John Carter – Entre Dois Mundos (John Carter, 2012) de Andrew Stanton
Digo logo de cara. “John Carter – Entre Dois Mundos” é um sessãozaça da tarde. E o tempo tratou de fazer muito bem esse ajuste.
Inspirado na clássica série de livros Uma Princesa de Marte, escrita por Edgar Rice Burroughs e publicada originalmente a partir de 1912, o épico de ficção científica John Carter – Entre Dois Mundos (2012) carrega consigo uma das trajetórias mais curiosas e injustas do cinema contemporâneo. Olhando para trás, muitos anos após a sua estreia oficial, o filme infelizmente ficou marcado na cultura pop por carregar o incômodo fardo de ter sido um dos maiores desastres de bilheteria da história dos estúdios Disney.
Hoje, esse prejuízo financeiro pode ser encarado meramente como um número frio de mercado, uma vez que, quando analisamos suas qualidades estéticas e narrativas despida do peso das expectativas corporativas, descobrimos um filme ótimo e uma aventura de escala genuinamente grandiosa.
O projeto marcou a audaciosa estreia do aclamado diretor e roteirista Andrew Stanton no comando de produções em live-action (com atores reais). Vindo de um histórico impecável no cinema de animação da Pixar, onde assinou obras-primas como Procurando Nemo (2003) e WALL-E (2008), Stanton demonstrou uma habilidade formidável ao migrar de linguagem. Comandar um set físico, coordenar performances humanas reais e equilibrar a organicidade do elenco com a artificialidade dos cenários digitais exige uma destreza que muitos diretores de animação falham em replicar. Stanton, pelo contrário, triunfa ao nos entregar uma jornada vibrante, que pulsa com a energia dos antigos folhetins de aventura, sem nunca perder o controle do arco dramático de seus personagens.

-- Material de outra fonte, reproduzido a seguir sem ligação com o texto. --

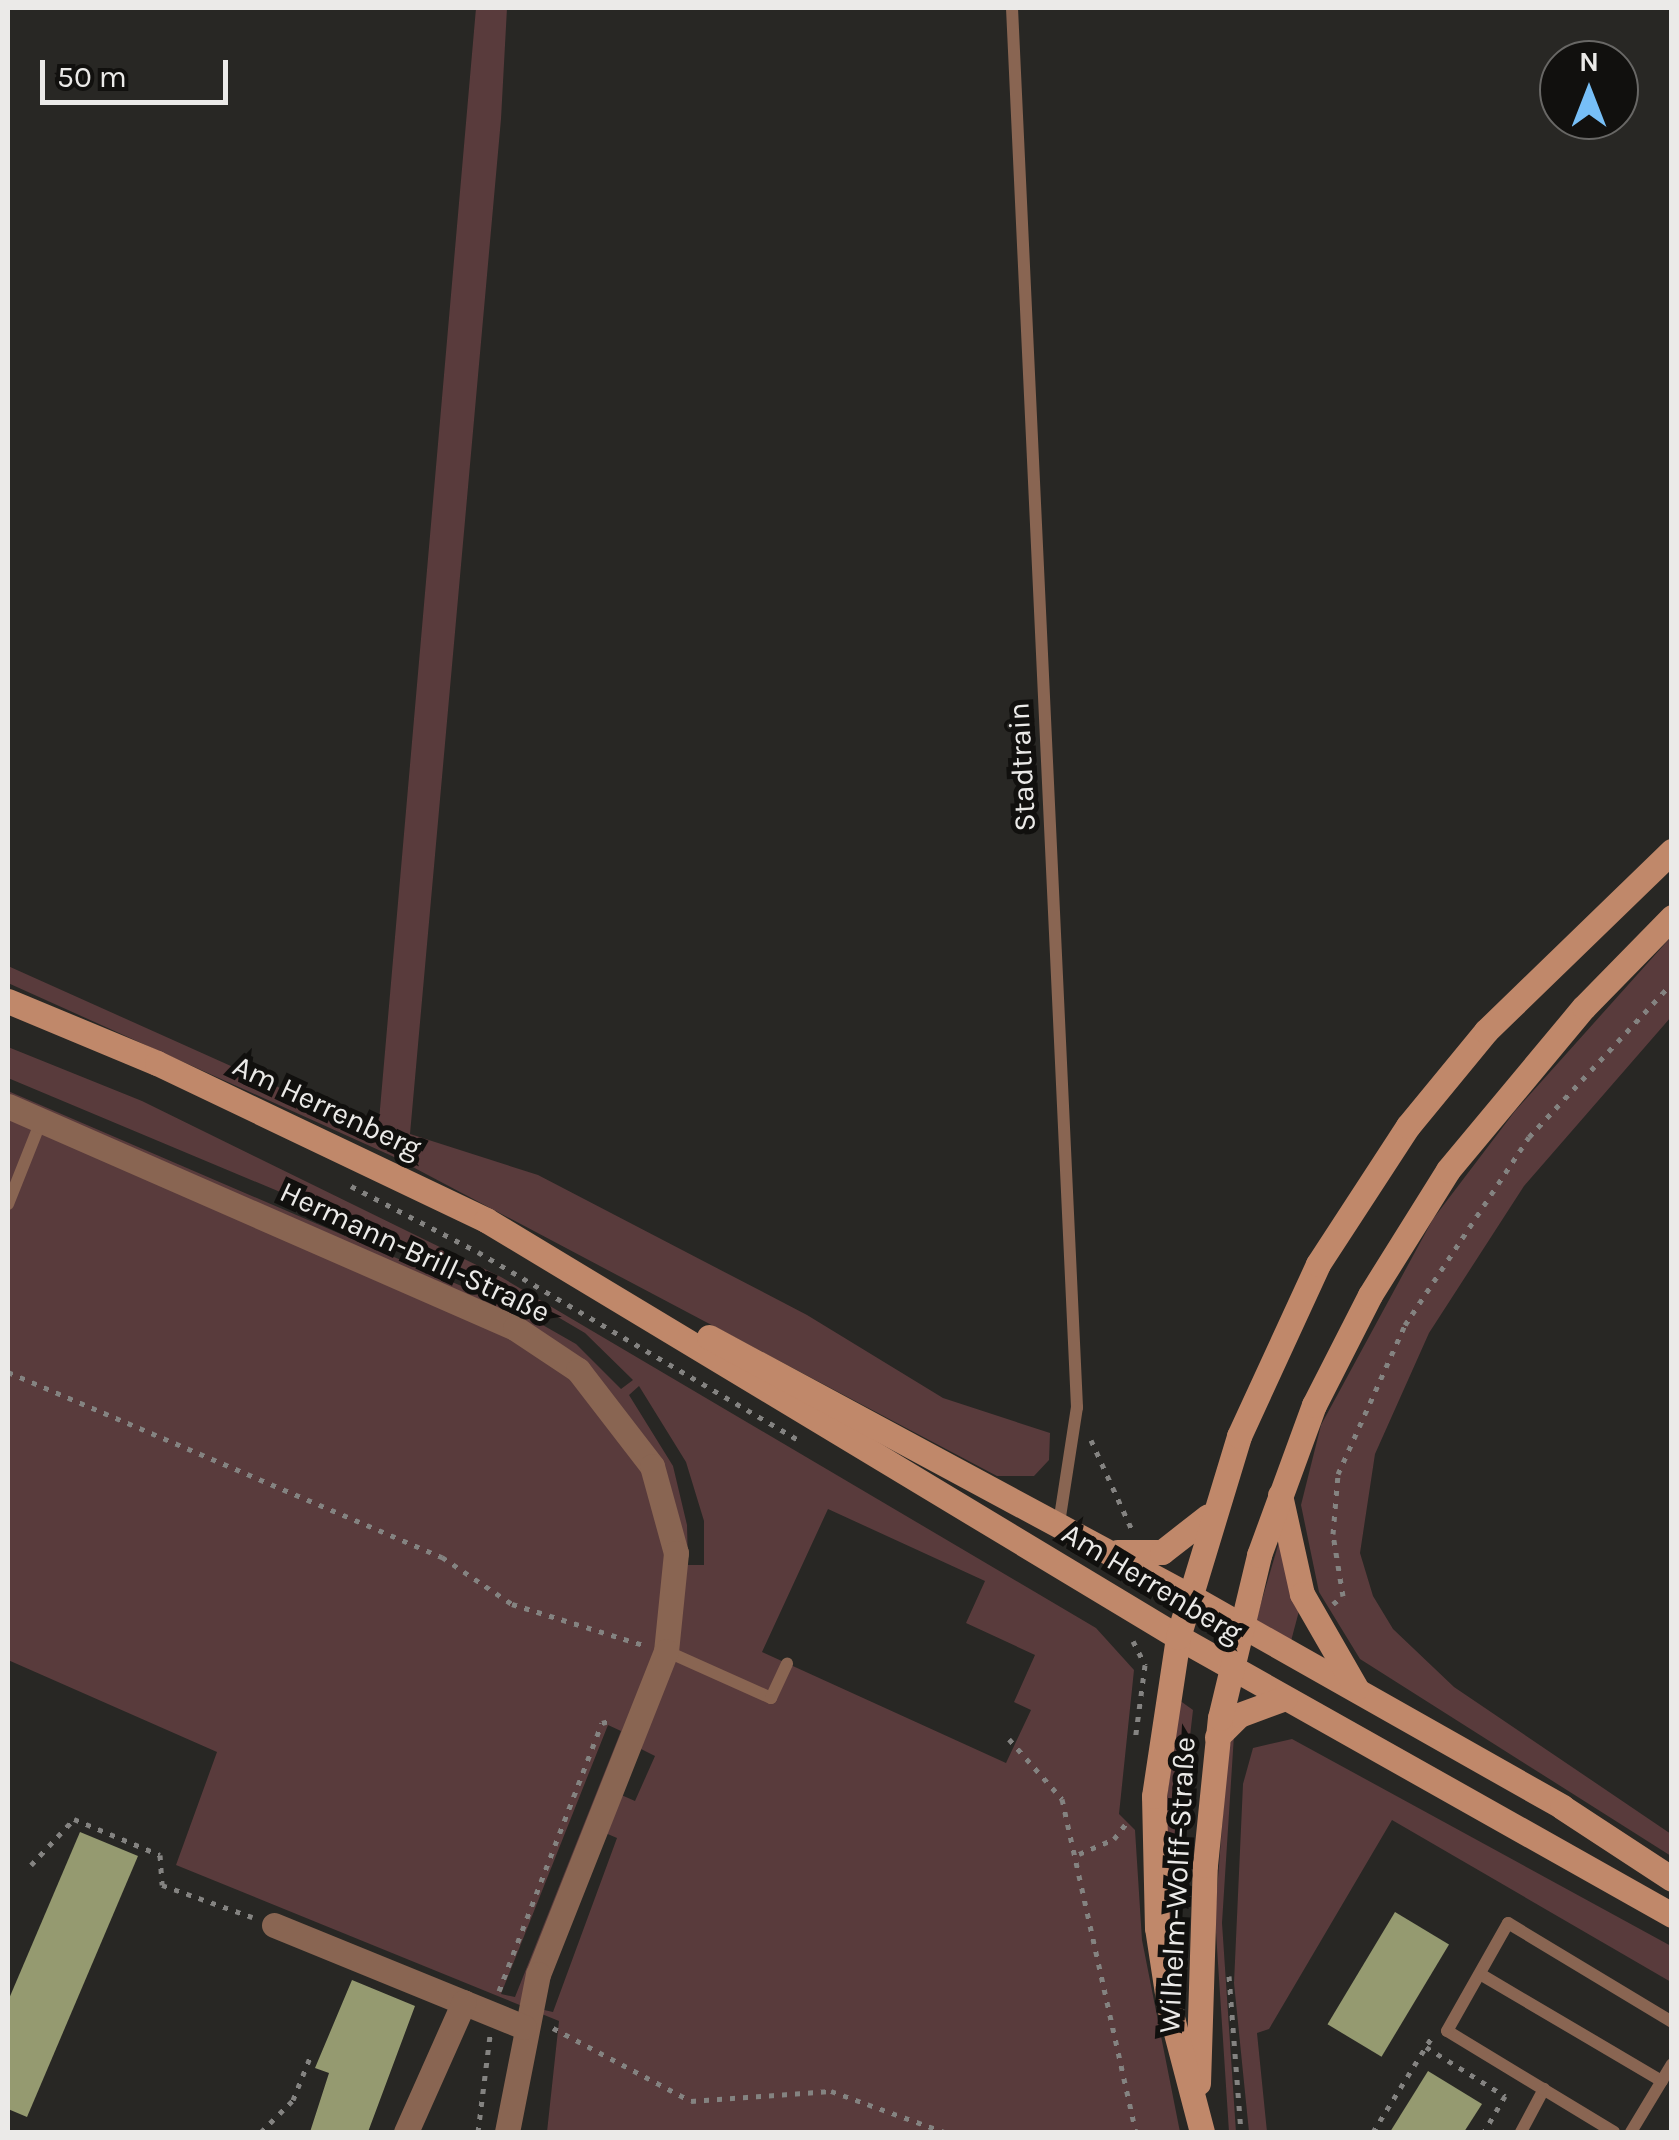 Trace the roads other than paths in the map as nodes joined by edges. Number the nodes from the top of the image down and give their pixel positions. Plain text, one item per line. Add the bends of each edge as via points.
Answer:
1 (1012, 8) edge
2 (1672, 851) edge
3 (1672, 917) edge
4 (8, 1001) edge
5 (8, 1106) edge
6 (41, 1120) junction
7 (8, 1204) edge
8 (610, 1289) junction
9 (1280, 1490) junction
10 (1212, 1512) junction
11 (1059, 1523) junction
12 (1104, 1548) junction
13 (1188, 1594) junction
14 (1240, 1625) junction
15 (1178, 1637) junction
16 (666, 1651) junction
17 (787, 1664) dead end
18 (1230, 1666) junction
19 (1359, 1692) junction
20 (1285, 1698) junction
21 (1217, 1737) junction
22 (1672, 1879) edge
23 (1672, 1915) edge
24 (274, 1925) road end
25 (1480, 1974) junction
26 (464, 2002) junction
27 (526, 2019) junction
28 (1672, 2022) edge
29 (1672, 2064) edge
30 (1662, 2082) junction
31 (1544, 2090) junction
32 (1199, 2120) edge
33 (406, 2132) edge
34 (506, 2132) edge
35 (1521, 2132) edge
36 (1614, 2132) edge
37 (1632, 2132) edge

1 - 11 lane, Stadtrain via 1076,1408
2 - 10 main road, Wilhelm-Wolff-Straße via 1554,960 1408,1126 1318,1264 1260,1382
3 - 9 main road, Wilhelm-Wolff-Straße via 1560,1033 1448,1170 1344,1344
4 - 8 main road, Am Herrenberg via 358,1158
5 - 6 street, Hermann-Brill-Straße
6 - 7 lane
6 - 16 street, Hermann-Brill-Straße via 515,1328 578,1370 635,1437 667,1503 676,1553
8 - 11 main road, Am Herrenberg via 806,1384
8 - 15 main road, Am Herrenberg
9 - 14 main road, Wilhelm-Wolff-Straße
9 - 19 main road via 1312,1619
10 - 12 main road via 1162,1552
10 - 13 main road, Wilhelm-Wolff-Straße
11 - 12 main road, Am Herrenberg
12 - 13 main road, Am Herrenberg
13 - 14 main road, Am Herrenberg
13 - 15 main road, Wilhelm-Wolff-Straße
14 - 18 main road, Wilhelm-Wolff-Straße
14 - 19 main road, Am Herrenberg
15 - 18 main road, Am Herrenberg
15 - 32 main road, Wilhelm-Wolff-Straße via 1158,1750 1153,1868 1169,2006
16 - 17 lane via 771,1698
16 - 27 street, Hermann-Brill-Straße
18 - 20 main road, Am Herrenberg
18 - 21 main road, Wilhelm-Wolff-Straße
19 - 22 main road via 1562,1807
20 - 21 main road via 1239,1715
20 - 23 main road, Am Herrenberg
21 - 32 main road, Wilhelm-Wolff-Straße via 1205,1866
24 - 26 street
25 - 28 lane via 1508,1923
25 - 30 lane
25 - 31 lane via 1447,2031
26 - 27 street
26 - 33 street
27 - 34 street, Hermann-Brill-Straße
29 - 30 lane
30 - 37 lane
31 - 35 lane
31 - 36 lane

Do ponto de vista puramente técnico, a produção é excelente. Os efeitos especiais avançados dão vida ao planeta Barsoom (o nome nativo de Marte) com uma riqueza de texturas impressionante. As criaturas quadrúpedes Tharks, geradas por computação gráfica, possuem um peso físico e uma expressividade que rivalizam com grandes criações digitais da época. A direção de arte constrói cidades flutuantes e arenas de combate que evocam um misto de arqueologia futurista e opulência romana. Toda essa escala visual serve de palco para a história de John Carter (interpretado com ótima presença de corpo e espírito por Taylor Kitsch), um veterano da Guerra Civil americana que é transportado magicamente para o solo marciano, onde a menor gravidade local o dota de uma força e agilidade sobre-humanas.
É comum que o espectador menos atento sinta uma sensação de déjà vu ao assistir à produção, identificando elementos visuais e conceituais que remetem a fenômenos como Star Wars (1977), Avatar (2009), O Planeta dos Macacos (1968) ou até mesmo épicos de arena como Gladiador (2001). Todavia, o que ocorre aqui é um fenômeno de influência invertida: como o material de Burroughs foi publicado há mais de um século, foram todas essas franquias modernas que beberam, direta ou indiretamente, da fonte pioneira de John Carter.
Embora a trama se torne ocasionalmente densa e complexa devido ao excesso de nomenclaturas exóticas e intrigas políticas envolvendo figuras como Dejah Thoris, Tars Tarkas, Matai Shang e Sab Than, o roteiro compensa o público com excelentes doses de diversão e uma metalinguagem charmosa que insere o próprio autor, Edgar Rice Burroughs, como personagem dentro do mistério. Livre das amarras do famigerado formato 3D da época, que pouco acrescentava à experiência, o longa se consolida hoje como uma aventura de luxo. Uma obra que merecia continuações e que, livre do estigma de seu resultado comercial, finalmente pode ser apreciada como o grande triunfo de imaginação que de fato é.
INFORMAÇÕES ESPECIAIS:
O diretor e roteirista Andrew Stanton foi indicado ao Oscar de roteiro original por Toy Story (1995), Procurando Nemo (2003) e Wall-E (2008). Venceu o Oscar de melhor animação por Procurando Nemo (2003) e Wall-E (2008) e foi indicado ao Oscar de roteiro adaptado por Toy Story 3 (2010); O roteirista Michael Chabon escreveu o livro que virou filme, Garotos Incríveis (2000), além da história de Homem-Aranha 2 (2004).